# DTG on Socks



## sttbtch (Oct 5, 2010)

can it be done? have people done it? do you stretch it out before printing or do you lay them flat like they came out of the package. do you need something in the middle to keep ink from migrating to the other side? do you pretreat even if they are white socks? I have seen the sublimation on the nike socks can you DTG on them.


----------



## DAGuide (Oct 2, 2006)

This has been done many times. I think you just want to slightly stretch the sock. Socks are made to stretch some on people's feet, but you can never really tell how much stretch it will be based on who is going to put it on. Also, if you stretch it too much... you can have an issue with the ink smearing when you take the sock off the platen and it contracts.

Regarding pretreating, I don't know of many people that do white ink printing on socks. Most of them it is only CMYK inks. The white ink does not have the necessary stretchability to handle what a sock goes through getting on to some people's feet. So it is likely to crack. Plus, CMYK inks are softer to the touch. We have applied light garment pretreat fluid (specifically designed for CMYK inks only) to socks to give them better washability - especially if the sock is not made out of 100% cotton. Just keep in mind that some people will apply bleach to their laundry when cleaning socks and very few decorating techniques can handle bleaching. 

Here are some pictures. The longer sock was pretreated, the shorter one was not.

Hope this info helps. Best wishes,

Mark


----------



## sttbtch (Oct 5, 2010)

Thanks my son wants the school mascot on his football practice socks!

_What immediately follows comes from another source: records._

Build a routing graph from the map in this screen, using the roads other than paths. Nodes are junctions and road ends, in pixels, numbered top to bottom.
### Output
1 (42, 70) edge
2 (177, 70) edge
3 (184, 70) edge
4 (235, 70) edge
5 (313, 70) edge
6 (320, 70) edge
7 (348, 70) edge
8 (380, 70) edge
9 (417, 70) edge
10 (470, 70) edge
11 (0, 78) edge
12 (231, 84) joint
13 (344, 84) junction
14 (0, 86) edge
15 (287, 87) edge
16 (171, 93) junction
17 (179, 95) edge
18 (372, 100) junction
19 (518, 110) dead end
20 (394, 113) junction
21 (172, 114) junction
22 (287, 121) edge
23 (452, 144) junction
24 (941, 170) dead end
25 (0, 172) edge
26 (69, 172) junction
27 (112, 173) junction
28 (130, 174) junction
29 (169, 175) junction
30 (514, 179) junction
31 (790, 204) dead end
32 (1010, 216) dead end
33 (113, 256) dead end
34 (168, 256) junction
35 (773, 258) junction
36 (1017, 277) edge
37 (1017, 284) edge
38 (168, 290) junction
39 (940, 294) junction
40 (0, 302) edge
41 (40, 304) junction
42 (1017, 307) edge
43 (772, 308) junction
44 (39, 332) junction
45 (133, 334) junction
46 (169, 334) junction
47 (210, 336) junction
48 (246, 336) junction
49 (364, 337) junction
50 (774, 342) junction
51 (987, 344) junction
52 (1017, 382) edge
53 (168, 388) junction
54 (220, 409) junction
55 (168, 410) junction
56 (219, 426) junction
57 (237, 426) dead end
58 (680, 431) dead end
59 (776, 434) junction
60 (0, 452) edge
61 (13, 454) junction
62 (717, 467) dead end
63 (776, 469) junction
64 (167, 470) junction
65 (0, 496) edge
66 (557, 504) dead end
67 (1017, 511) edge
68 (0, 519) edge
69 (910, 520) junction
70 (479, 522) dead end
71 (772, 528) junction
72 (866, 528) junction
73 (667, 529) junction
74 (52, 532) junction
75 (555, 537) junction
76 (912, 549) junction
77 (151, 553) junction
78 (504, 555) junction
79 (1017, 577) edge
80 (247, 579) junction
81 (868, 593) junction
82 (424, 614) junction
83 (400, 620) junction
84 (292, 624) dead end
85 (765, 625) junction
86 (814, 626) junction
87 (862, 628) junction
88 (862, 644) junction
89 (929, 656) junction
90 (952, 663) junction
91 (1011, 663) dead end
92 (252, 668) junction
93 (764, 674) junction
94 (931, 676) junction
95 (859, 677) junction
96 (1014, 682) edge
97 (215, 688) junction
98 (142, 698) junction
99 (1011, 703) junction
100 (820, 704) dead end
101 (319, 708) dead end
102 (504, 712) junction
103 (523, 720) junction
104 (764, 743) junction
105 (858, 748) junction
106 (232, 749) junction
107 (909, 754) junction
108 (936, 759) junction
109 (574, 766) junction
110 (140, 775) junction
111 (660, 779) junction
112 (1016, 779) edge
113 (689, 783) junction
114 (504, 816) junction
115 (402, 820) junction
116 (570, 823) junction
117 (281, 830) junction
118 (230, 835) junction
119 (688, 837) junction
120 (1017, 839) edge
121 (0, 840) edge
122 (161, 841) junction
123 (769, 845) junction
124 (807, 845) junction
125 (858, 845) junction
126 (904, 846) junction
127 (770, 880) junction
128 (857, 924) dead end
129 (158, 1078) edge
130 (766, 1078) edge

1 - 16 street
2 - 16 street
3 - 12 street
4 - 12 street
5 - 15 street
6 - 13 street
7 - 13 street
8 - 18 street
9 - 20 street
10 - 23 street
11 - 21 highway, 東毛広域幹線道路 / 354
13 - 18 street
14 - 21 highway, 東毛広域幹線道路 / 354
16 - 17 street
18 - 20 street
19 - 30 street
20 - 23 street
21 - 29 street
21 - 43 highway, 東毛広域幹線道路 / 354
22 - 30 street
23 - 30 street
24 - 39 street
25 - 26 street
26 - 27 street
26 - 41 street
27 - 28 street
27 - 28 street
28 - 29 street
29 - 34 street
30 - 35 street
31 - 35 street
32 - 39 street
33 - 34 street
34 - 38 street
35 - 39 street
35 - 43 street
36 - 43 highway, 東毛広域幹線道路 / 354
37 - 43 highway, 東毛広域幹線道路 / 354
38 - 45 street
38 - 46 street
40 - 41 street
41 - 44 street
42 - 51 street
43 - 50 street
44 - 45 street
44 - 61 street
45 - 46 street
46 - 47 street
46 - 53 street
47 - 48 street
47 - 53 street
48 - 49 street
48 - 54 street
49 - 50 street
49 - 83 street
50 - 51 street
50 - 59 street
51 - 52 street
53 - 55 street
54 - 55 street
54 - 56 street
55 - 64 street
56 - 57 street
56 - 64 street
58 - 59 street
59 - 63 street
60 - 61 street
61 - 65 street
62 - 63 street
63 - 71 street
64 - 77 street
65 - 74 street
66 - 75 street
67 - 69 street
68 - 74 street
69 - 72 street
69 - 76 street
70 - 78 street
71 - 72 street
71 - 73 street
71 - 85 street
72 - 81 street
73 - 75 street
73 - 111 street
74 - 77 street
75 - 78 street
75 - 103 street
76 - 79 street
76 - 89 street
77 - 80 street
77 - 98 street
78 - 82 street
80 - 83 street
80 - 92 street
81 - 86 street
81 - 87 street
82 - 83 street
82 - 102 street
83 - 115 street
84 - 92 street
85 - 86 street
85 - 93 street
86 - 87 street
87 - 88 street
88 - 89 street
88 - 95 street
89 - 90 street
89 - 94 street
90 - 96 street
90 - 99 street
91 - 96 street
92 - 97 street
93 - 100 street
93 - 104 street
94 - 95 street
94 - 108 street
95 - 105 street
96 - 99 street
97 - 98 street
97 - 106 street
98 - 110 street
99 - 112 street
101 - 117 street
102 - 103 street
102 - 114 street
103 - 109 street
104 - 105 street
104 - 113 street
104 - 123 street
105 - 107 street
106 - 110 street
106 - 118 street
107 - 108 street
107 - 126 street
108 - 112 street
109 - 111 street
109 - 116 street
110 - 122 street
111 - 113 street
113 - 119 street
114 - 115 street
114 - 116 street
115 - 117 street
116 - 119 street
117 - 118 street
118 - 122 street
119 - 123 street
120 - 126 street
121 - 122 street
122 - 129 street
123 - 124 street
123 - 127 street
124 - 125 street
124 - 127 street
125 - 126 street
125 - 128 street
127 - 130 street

Sent from my DROID RAZR using T-Shirt Forums


----------



## DAGuide (Oct 2, 2006)

It is possible, but I would be careful as to how you clean those socks to get the dirt and grass stains out. You might be able to use a special type of bleach (i.e. All) and be fine with the washability of the prints. I would recommend doing a wash test on a test shirt or a different pair of socks first so you can see the effects of bleach and the special stuff has on the prints. Then you might want to do one pair first in case the socks are coated with special type of coating to prevent stains (i.e. Teflon). That could also affect the washability of the print.

Best wishes,

Mark


----------